It was during the middle of one of Argentina’s meltdowns when the banks were closed to prevent a run on deposits. “We had no experience in mining but we bought the mine over the phone,” he recalls. “We had due diligence of less than a week.”
Elsztain acquired Guanaco through Austral Gold (AGD-ASX) with the vision of creating the next leading precious metals company in the region.
Guanaco, a gold-copper-silver mine in northern Chile, is about 220 km southeast of Antofagasta and 40 km east of the Pan American Highway. The high-sulphidation epithermal deposit is just south of Yamana Gold’s (YRI-T) El Peñón gold mine and BHP Billiton’s (BHP-NY) Escondida copper mine. (Prior to Austral Gold’s involvement, previous owners produced a combined total of about 1.5 million oz. gold.)
After purchasing the mine, Austral Gold spent years building up its management team, refurbishing the existing mill, and re-starting production, first from an open-pit and later underground.
“We weren’t experts in the field so we did it step by step,” Elsztain recalls. “It took us nearly a decade to develop our first mine and to build our management team and I’ll tell you that the team we have today is a team that is unique in Latin America.

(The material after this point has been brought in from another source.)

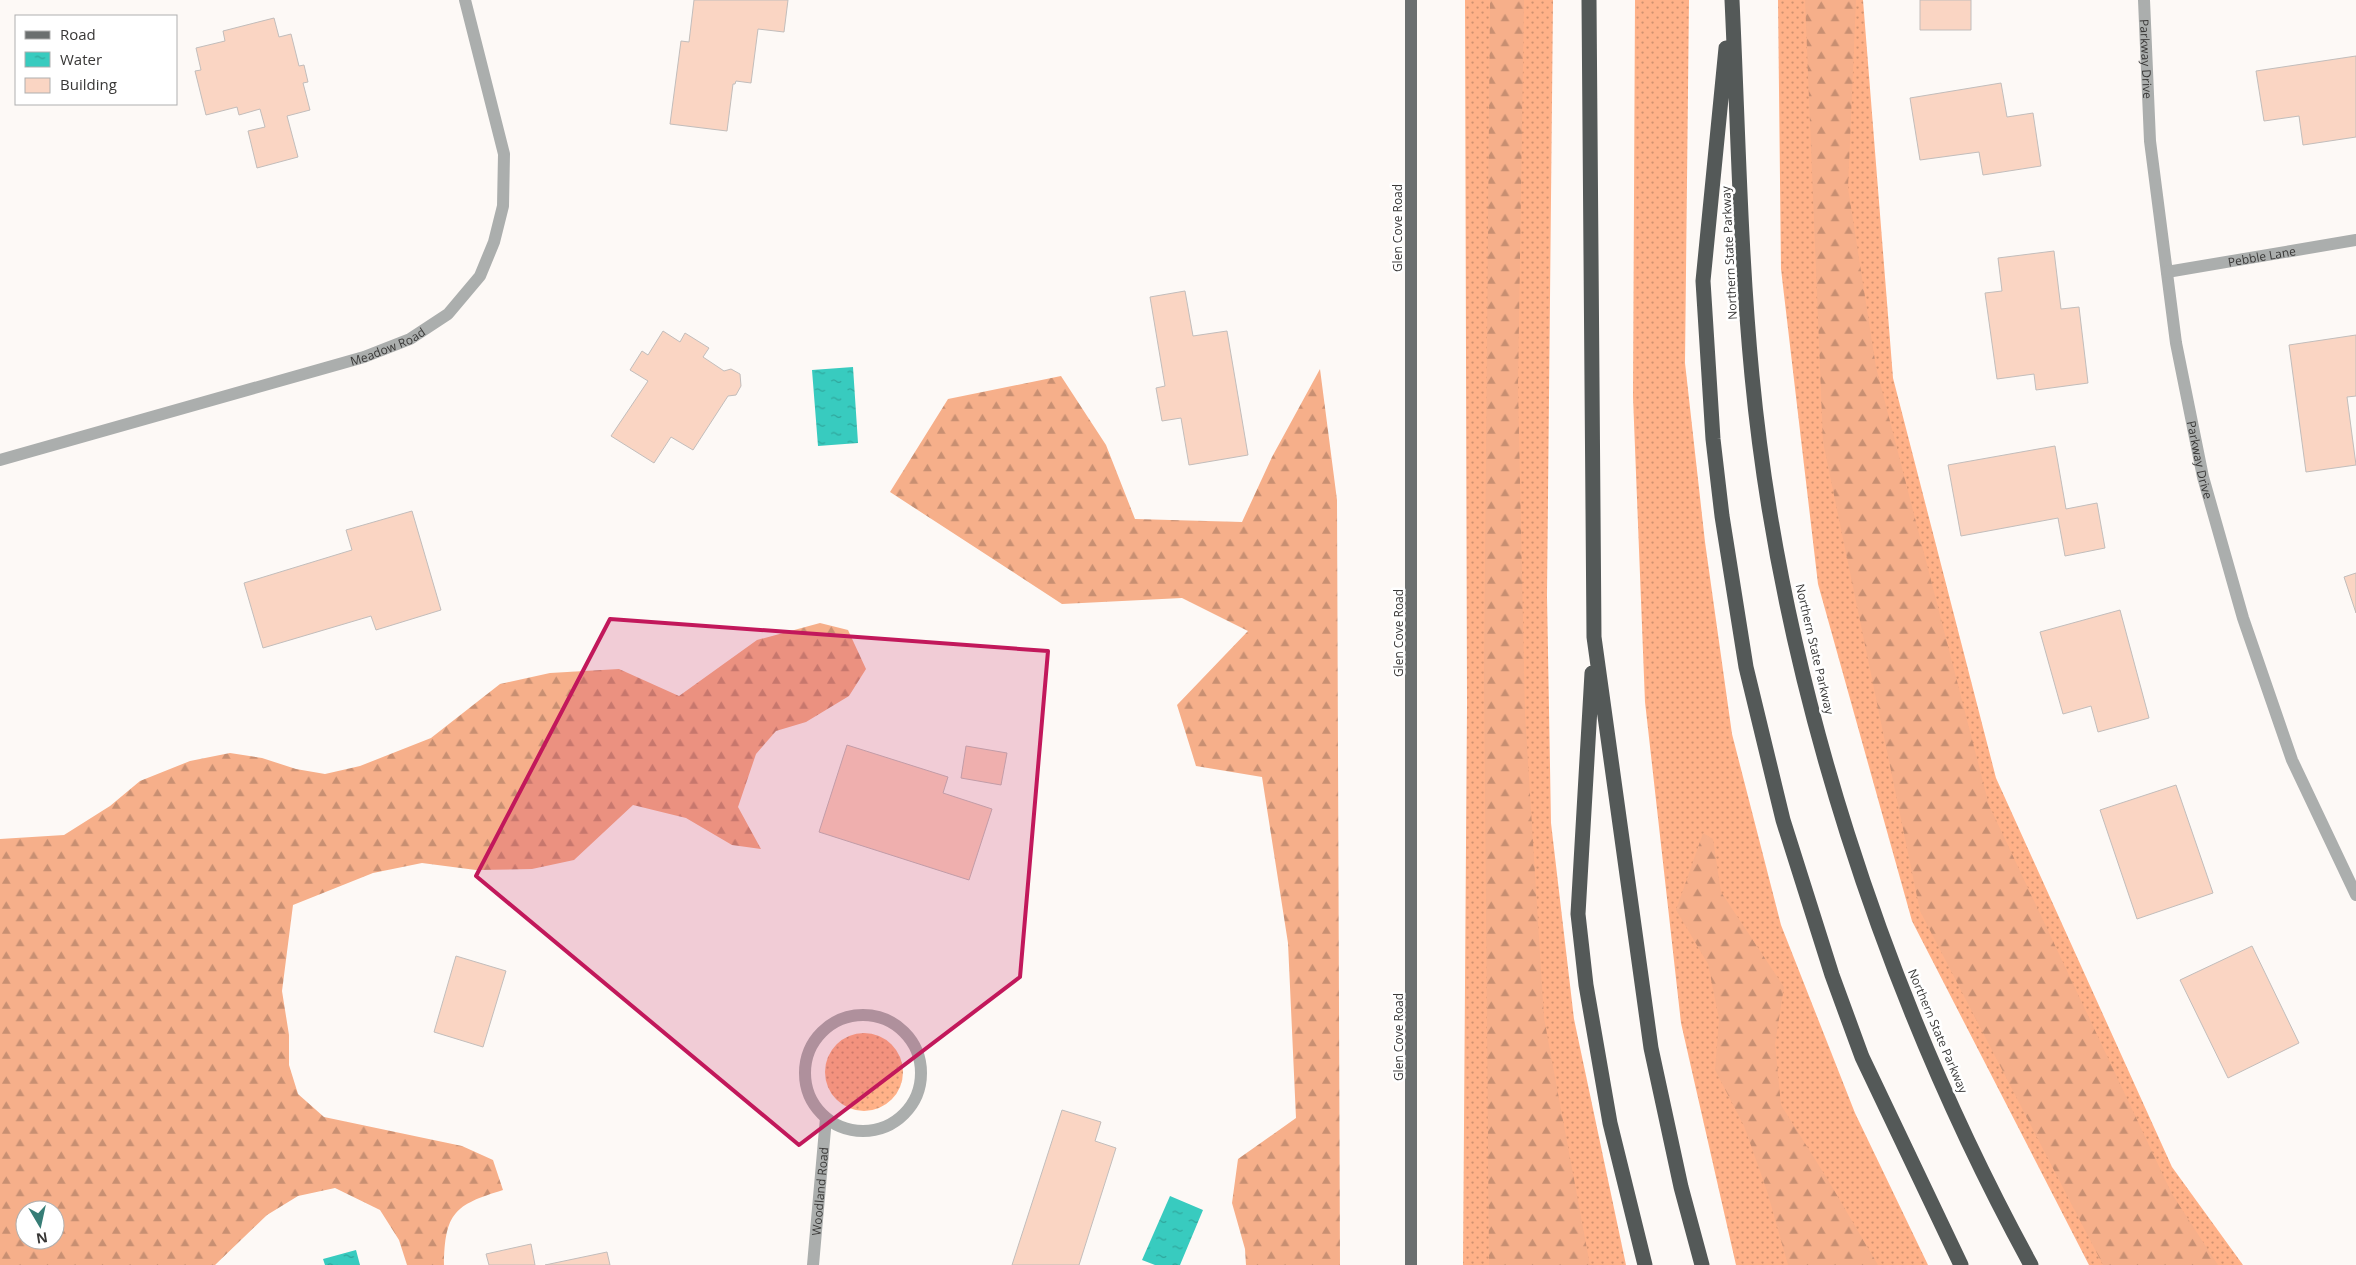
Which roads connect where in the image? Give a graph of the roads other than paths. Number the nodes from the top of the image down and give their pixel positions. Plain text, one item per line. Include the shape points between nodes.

It is people who have decades of experience working together, a group of managers that have tremendous background.”
He points in particular to Stabro Kasaneva, the board’s executive director, as a key example. The geologist has spent 20 years exploring for gold deposits, mainly focused on the Palaeocene belt of Chile, and also served as head of production at Chile’s Peñón mine, the lowest cost gold producer in the country.
Austral Gold eventually poured its first gold dore bar at Guanaco in October 2010 and last year the mine produced 46,254 ounces of gold and 41,233 ounces of silver at an average cash operating cost (C1) of about US$626 per gold-equivalent ounce—its fourth straight year of positive cash flow. “This company was tiny but it kept producing positive cash flow with low costs,” Elsztain says.
Since 2012, Austral Gold has used that cash flow to internally fund the company´s consolidation and growth strategy in Chile and Argentina and acquire assets in sound jurisdictions and at different stages of development—production, advanced exploration, and pre-construction.
In July 2014, the company acquired Yamana Gold’s Amancaya project, a low-sulphidation epithermal deposit about 60 km southwest of Guanaco for US$12 million in cash and a 2.25% net smelter return royalty as part of its consolidation strategy in the region within the Palaeocene-Eocene belt.
According to a 2008 report by Yamana Gold, Amancaya at that time hosted an inferred resource of 1.4 million tonnes grading 7.9 grams gold per tonne and 73 grams silver per tonne for 407,000 ounces of gold-equivalent.
Austral Gold’s focus at Amancaya so far has been on completing an environmental impact statement and evaluating different scenarios on how to consolidate the project with Guanaco. The company believes there are many synergies between the two Chilean properties and that Amancaya has the potential to increase the company’s production profile.
The miner is following a similar consolidation strategy in Argentina focused in three main regions: the north, central west, and southern regions of the country. More recently, Austral Gold has ramped up its investments in Argentina and its platform for further asset consolidation following the election late last year of pro-business president Mauricio Macri.
In February, Austral Gold made a splash in Canadian mining circles when it entered into a definitive agreement to acquire Argentex Mining Corp. (ATX-V) and its Pinguino silver-gold project in Argentina’s southern region of Santa Cruz province in an all-share deal worth about $5.8 million. Argentex shareholders voted in favour of the acquisition on May 17. (Austral Gold purchased its first 19.9% stake in the company in March 2013 for $5 million.)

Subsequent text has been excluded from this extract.